Zitat von Vilya: Warum stänkerst du gegen die Kleine?
Die kann nichts dafür das du gefrustet bist.
Das empfinde ich auch als sehr unangenehm. Ich hatte angenommen, dass es mittlerweile Konsens ist, dass das Problem nicht die Tochter, sondern der Umgang der beiden Erwachsenen auf der Paarebene ist

Zitat von Maglia: ja, was die beiden wollen weiß ich und ich nehme da auch Rücksicht.
Nur was ich will, juckt die beiden nicht. So läuft das nicht für mich.
Es ist an Dir, Deine Grenzen zu setzen und zu wahren.
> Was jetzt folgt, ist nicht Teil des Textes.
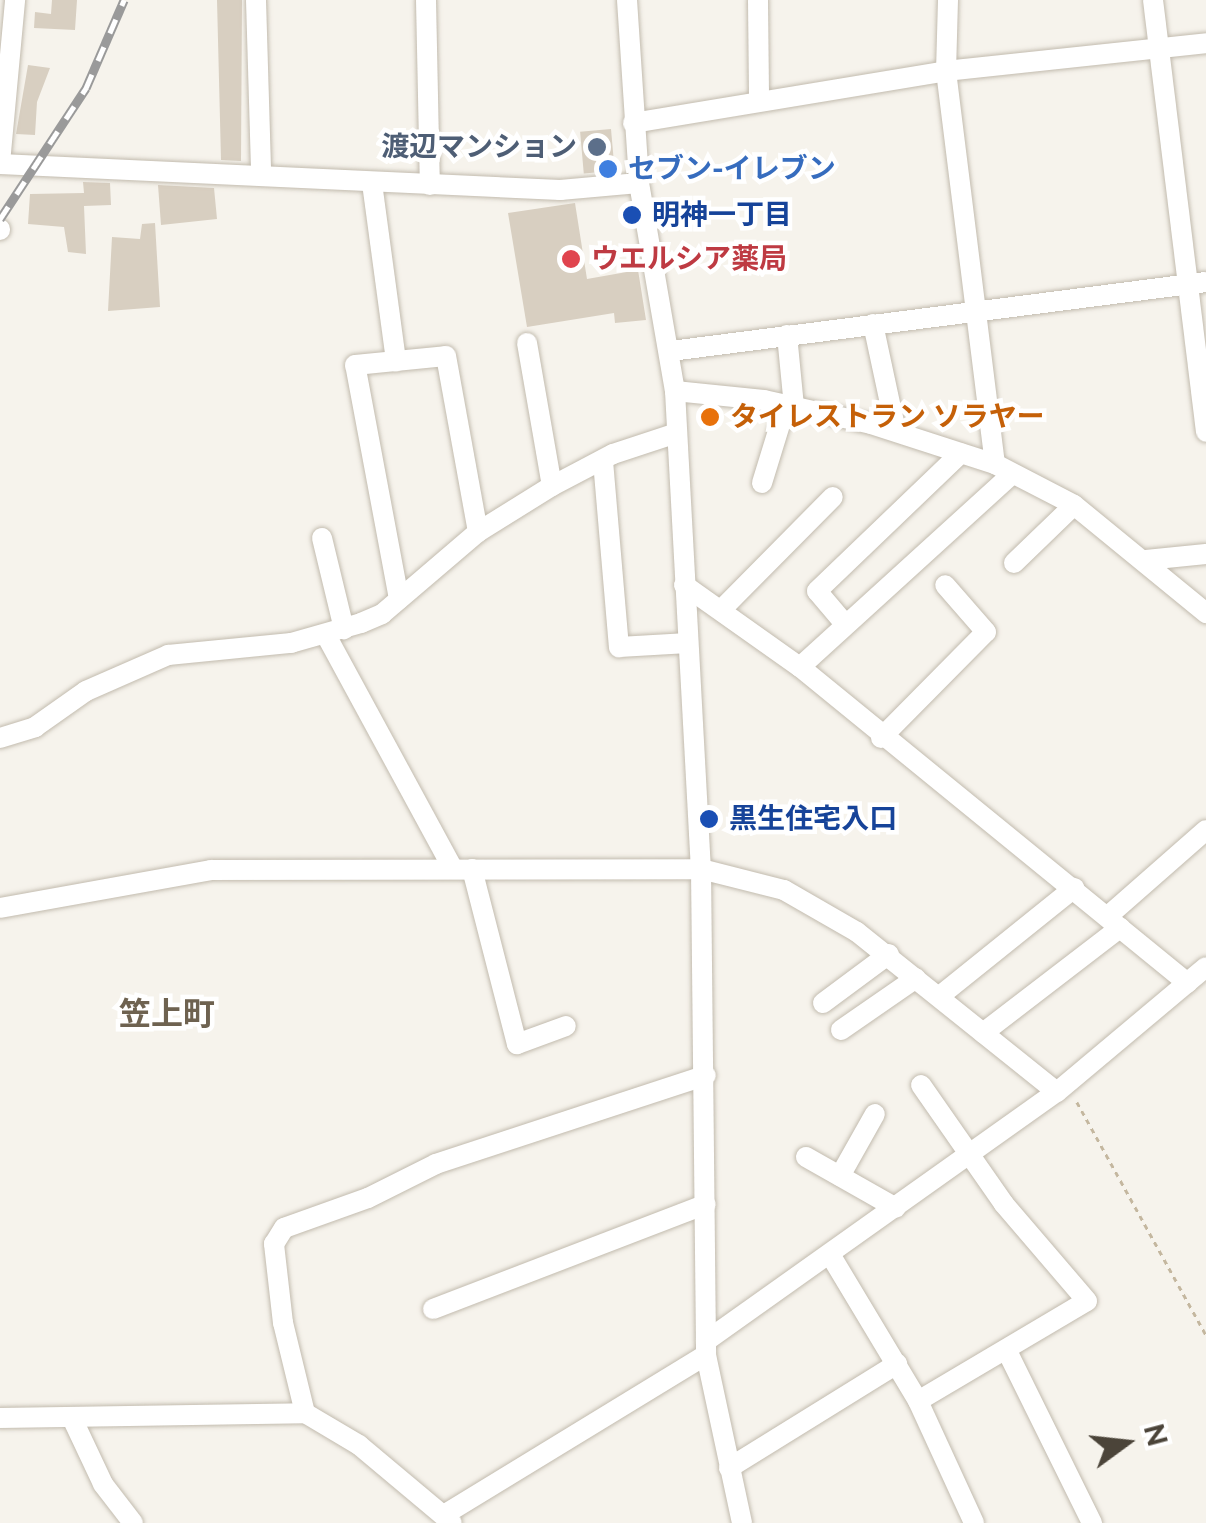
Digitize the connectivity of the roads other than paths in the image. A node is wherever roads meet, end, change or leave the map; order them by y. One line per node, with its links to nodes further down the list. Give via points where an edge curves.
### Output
1 (15, 0): 13 (street)
2 (256, 0): 14 (street)
3 (426, 0): 17 (street)
4 (627, 0): 12 (street)
5 (758, 0): 11 (street)
6 (948, 0): 10 (street)
7 (1153, 0): 9 (street)
8 (1206, 43): 9 (street)
9 (1156, 48): 10 (street); 18 (street)
10 (946, 72): 11 (street); 19 (street)
11 (758, 102): 12 (street)
12 (633, 123): 16 (street)
13 (0, 164): 14 (street)
14 (261, 174): 15 (street)
15 (372, 183): 17 (street); 24 (street)
16 (639, 183): 17 (street, via 560,190); 23 (street)
17 (430, 185)
18 (1196, 283): 19 (street); 28 (street)
19 (973, 311): 20 (street); 32 (street)
20 (873, 324): 21 (street); 27 (street)
21 (787, 335): 23 (street); 26 (street)
22 (527, 343): 34 (street)
23 (670, 351): 25 (street)
24 (396, 361): 37 (street, via 446,356); 44 (street, via 355,365)
25 (675, 392): 26 (street); 29 (street)
26 (790, 406): 27 (street); 33 (street)
27 (896, 430): 30 (street)
28 (1206, 432)
29 (677, 433): 31 (street); 42 (street)
30 (960, 453): 32 (street); 47 (street, via 817,591)
31 (602, 461): 34 (street); 49 (street, via 619,647)
32 (1003, 469): 36 (street); 47 (street)
33 (762, 482)
34 (552, 486): 37 (street)
35 (833, 496): 45 (street)
36 (1074, 505): 40 (street); 41 (street)
37 (478, 532): 44 (street)
38 (322, 538): 48 (street)
39 (1206, 554): 40 (street)
40 (1146, 560): 46 (street)
41 (1014, 563)
42 (684, 585): 45 (street); 49 (street)
43 (945, 585): 52 (street, via 986,632)
44 (399, 599): 48 (street)
45 (723, 608): 50 (street)
46 (1202, 609)
47 (845, 624): 50 (street)
48 (335, 632): 51 (street, via 168,656 86,692 34,727); 54 (street)
49 (688, 643): 55 (street)
50 (800, 667): 52 (street)
51 (0, 738)
52 (880, 738): 56 (street)
53 (1206, 830): 58 (street)
54 (462, 868): 55 (street); 57 (street, via 211,870); 65 (street, via 517,1044)
55 (700, 869): 59 (street, via 784,890); 68 (street)
56 (1074, 888): 58 (street); 63 (street)
57 (0, 908)
58 (1114, 922): 62 (street); 67 (street)
59 (889, 954): 61 (street); 64 (street)
60 (1206, 968): 62 (street)
61 (916, 978): 63 (street); 66 (street)
62 (1187, 983): 70 (street)
63 (940, 995): 67 (street)
64 (823, 1002)
65 (566, 1026)
66 (841, 1030)
67 (983, 1033): 70 (street)
68 (706, 1075): 75 (street); 83 (street, via 436,1164 284,1228 274,1244 283,1323)
69 (921, 1085): 72 (street)
70 (1062, 1088): 72 (street)
71 (874, 1114): 74 (street)
72 (971, 1153): 76 (street); 80 (street, via 1004,1204 1087,1301)
73 (806, 1157): 74 (street)
74 (840, 1176): 76 (street)
75 (706, 1204): 78 (street); 79 (street)
76 (896, 1208): 77 (street)
77 (831, 1256): 79 (street); 81 (street)
78 (434, 1309)
79 (706, 1348): 86 (street); 87 (street)
80 (1007, 1352): 82 (street); 91 (street)
81 (897, 1364): 82 (street); 86 (street)
82 (918, 1400): 90 (street)
83 (305, 1413): 85 (street); 87 (street, via 330,1424)
84 (0, 1418): 85 (street)
85 (72, 1418): 88 (street, via 103,1484)
86 (729, 1468): 89 (street)
87 (449, 1518)
88 (133, 1523)
89 (742, 1523)
90 (974, 1523)
91 (1092, 1523)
Wenn Du Deinem Partner und seiner Tochter gegenüber so ambivalent bist, wie Du hier bei mir rüber kommst, dann wundert es mich nicht, dass sie gar nicht verstehen, was Du eigentlich willst.
Zitat von Maglia: Jaja, wir dummen Kinderlosen wieder, die keine Ahnung haben...
Gibt genauso viel dumme Menschen mit Kindern wie kluge Kinderlose. Eines ist sicher: Bockige Aussagen kommen nicht nur von Kindern.
Zitat von Maglia: Ich bin übrigens nicht nur Pädagoge, sondern auch NLP Coach und weiß daher, wie man solche Dinge bespricht.
Und warum machst Du es dann nicht?
Was ich nicht verstehe: Du bist seit 3 Jahren mit diesem Mann zusammen, der - lt. Deiner eigenen Aufzählung - ganz viele wunderbare Eigenschaften hat. Und dann hast Du jetzt aktuell ein Problem damit, dass momentan 3 Wochen seine Tochter im Mittelpunkt steht? Vorher war alles tutti, jedenfalls gut tragbar für Dich? Oder hat es sich 3 Jahre bei Dir angestaut und jetzt eskaliert?
Zitat von Maglia: keine Sorge, meine psychische Gesundheit wurde von meinem AG eingehend getestet.
Vermische bitte nicht die berufliche Ebene mit der privaten, in der man selbst emotional involviert ist.
Naja, zum ersten Satz

Ansonsten hast Du Deine Qualifikation als Pädagogin und NLP-Coach ins Spiel gebracht, schien Dir wohl wichtig. Da solltest Du Dich nicht wundern, wenn das hinterfragt wird.
Zitat von Nostraventjo: . Als Pädagogin ein Kind dafür verantwortlich zu machen dass man sich schlecht fühlt weil man selbst keine schöne Kindheit hatte finde ich schon extrem heftig.
Ich auch! Bei diesen Gefühlen wären wohl ein paar mehr Coaching-Stunden sinnvoll. Alternativ könnte es bei einer Supervision angesprochen werden, die es vermutlich bei Deinem Job und Deinem Arbeitgeber gibt.
Du kannst Dich natürlich auch weiter im Kreis drehen und der 10jährigen Tochter die Schuld geben.
Zitat von Winza: Mal daran gedacht dass Privatleben und Beruf unterschiedliche Dinge sind?
S. oben. Warum teilt die TE ihren Beruf mit? Wenn jemand sich als „vom Fach“ präsentiert (vielleicht, um damit deutlich zu machen, dass wir dummen Nichtpädagogen keine Ahnung haben?

), dann darf er oder sie sich nicht wundern, wenn er/sie dran gemessen wird.
Im übrigen halte ich es für zwei Paar Schuhe, wenn die TE - auch, wenn sie vom Fach ist - in Beziehungsproblemen steckt, aus denen sie sich nicht lösen kann. Oder ob sie als erwachsene Frau - ob nun mit oder ohne Pädagogikstudium! - sich in Konkurrenz zu einem Kind und es als Auslöser für den Konflikt sieht, den sie mit dessen Vater hat.
Elternebene (auf der sie selber nicht ist) und Beziehungsebene können auch ganz ohne Vorkenntnisse getrennt werden.